Every time the nursing staff would come into his room, he would remind us about
his last request. He passed in the middle of the night. We notified the Administrative
Office of the Day (AOD), who managed to honor this retiree’s wishes and his body was
cremated, and his ashes spread over the Arizona. Some of us who cared for
him were able to attend funeral. I was one who was able to attend. What an honor to
watch him be spread over the USS Arizona. He taught me that honoring one’s last
wishes is part of providing nursing care.
The last patient that impacted me occurred while stationed in Korea. I was fortunate
enough to be selected to care for 19 burned Marines. Two helicopters crashed
into one another. All 19 Marines were brought to the 121st Evacuation Hospital in
Yongsan, Seoul, South Korea. I was assigned to care for 4 of the 19 Marines. All four
that were assigned to me had severe second and/or third-degree burns over 30-40% of
their bodies. We worked 12-14 hour shifts seven days a week. To me, it was an honor
and privilege to be selected. I could have worked 24 hours and would not have
Two of my four patients had to have endotracheal tubes inserted to assist with
breathing. I remember the Marine Captain coming around to check on his troops. He
looked at one Marine, who was a Private and said, “I thought you didn’t make it. I told
your parents: I didn’t know what happened to you.”

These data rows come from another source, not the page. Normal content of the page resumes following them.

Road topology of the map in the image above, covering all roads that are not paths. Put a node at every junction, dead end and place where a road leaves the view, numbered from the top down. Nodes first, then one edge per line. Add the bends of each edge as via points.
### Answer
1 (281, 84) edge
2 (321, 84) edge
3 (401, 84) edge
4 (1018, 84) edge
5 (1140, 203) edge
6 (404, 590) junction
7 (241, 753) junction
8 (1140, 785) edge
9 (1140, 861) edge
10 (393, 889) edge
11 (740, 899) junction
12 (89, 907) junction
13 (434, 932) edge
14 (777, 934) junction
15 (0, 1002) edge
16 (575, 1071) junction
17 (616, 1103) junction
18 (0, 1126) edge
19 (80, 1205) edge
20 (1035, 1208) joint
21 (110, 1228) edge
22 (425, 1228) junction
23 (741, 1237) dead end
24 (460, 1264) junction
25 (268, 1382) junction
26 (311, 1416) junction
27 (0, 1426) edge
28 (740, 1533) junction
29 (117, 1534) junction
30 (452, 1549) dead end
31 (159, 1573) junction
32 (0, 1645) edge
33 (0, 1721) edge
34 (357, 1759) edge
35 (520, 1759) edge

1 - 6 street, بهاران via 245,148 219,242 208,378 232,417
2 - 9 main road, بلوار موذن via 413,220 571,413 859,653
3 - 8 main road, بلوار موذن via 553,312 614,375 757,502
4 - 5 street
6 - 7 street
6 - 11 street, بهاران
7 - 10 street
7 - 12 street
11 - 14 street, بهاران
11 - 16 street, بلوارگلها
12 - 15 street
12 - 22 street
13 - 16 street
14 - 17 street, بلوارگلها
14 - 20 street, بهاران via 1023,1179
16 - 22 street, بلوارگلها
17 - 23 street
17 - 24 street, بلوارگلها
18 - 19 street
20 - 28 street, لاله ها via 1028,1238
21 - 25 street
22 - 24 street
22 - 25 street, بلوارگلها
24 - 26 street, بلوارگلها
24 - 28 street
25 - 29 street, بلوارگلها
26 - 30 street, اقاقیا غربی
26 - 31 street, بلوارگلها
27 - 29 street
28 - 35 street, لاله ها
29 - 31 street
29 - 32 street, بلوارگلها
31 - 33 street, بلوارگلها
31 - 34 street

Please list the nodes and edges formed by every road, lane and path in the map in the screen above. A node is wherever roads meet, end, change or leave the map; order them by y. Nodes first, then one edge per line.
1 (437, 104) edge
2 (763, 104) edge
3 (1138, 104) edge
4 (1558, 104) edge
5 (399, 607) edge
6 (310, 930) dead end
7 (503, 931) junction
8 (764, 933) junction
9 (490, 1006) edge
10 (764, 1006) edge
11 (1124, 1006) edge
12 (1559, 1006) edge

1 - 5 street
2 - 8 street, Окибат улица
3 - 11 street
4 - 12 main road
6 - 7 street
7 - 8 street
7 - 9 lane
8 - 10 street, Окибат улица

The Marine started to cry, but could not talk due to the endotracheal tube. I told
him that I would call his family. Korea is about 13 hours ahead of the Central U.S. This
happened about 1500 (3 p.m.) Korean time, which was about 0300 (3 a.m.) at the Marine’s home. It was
quite difficult to call to the U.S. from the 121st Evacuation Hospital. We had to go
through the overseas operator, sometimes the connection worked, sometimes it did not.
I stayed almost four hours after my shift to call his family. I finally was able
to contact them. His father’s voice, at first sounded angry. He said, “Is this a joke?” I told
him, “No, I am Captain Harris, one of the nurses caring for your son.” He sounded as
though he was crying and said “thank you” about ten times. I explained to him that his
son could not talk to him but that he was currently doing well and would eventually be
transferred to the burn unit in San Antonio.
In caring for these Marines, I remember the distinct smell of burned skin. We had to
debride or remove dead skin once a day on all four patients. This was extremely time
consuming, at least one hour per patient. My Corpsman would debride, and I was
standing by pushing Morphine into each Marine’s IV. The smell of burned skin
permeated the whole room. It was never easy to handle the smell, but I became used
to it. At the end of two weeks, all nineteen survived and were sent to the burn unit at
Brooke Army Medical Center. I think the hardest part for me was not being able to say
goodbye. The team from the burn unit were anxious to move them to San Antonio. One
of my Marines took off his dog tag and gave it to me. I treasure that dog tag to this day!
Being in the Army Nurse Corps to me was never a job, but an extreme privilege.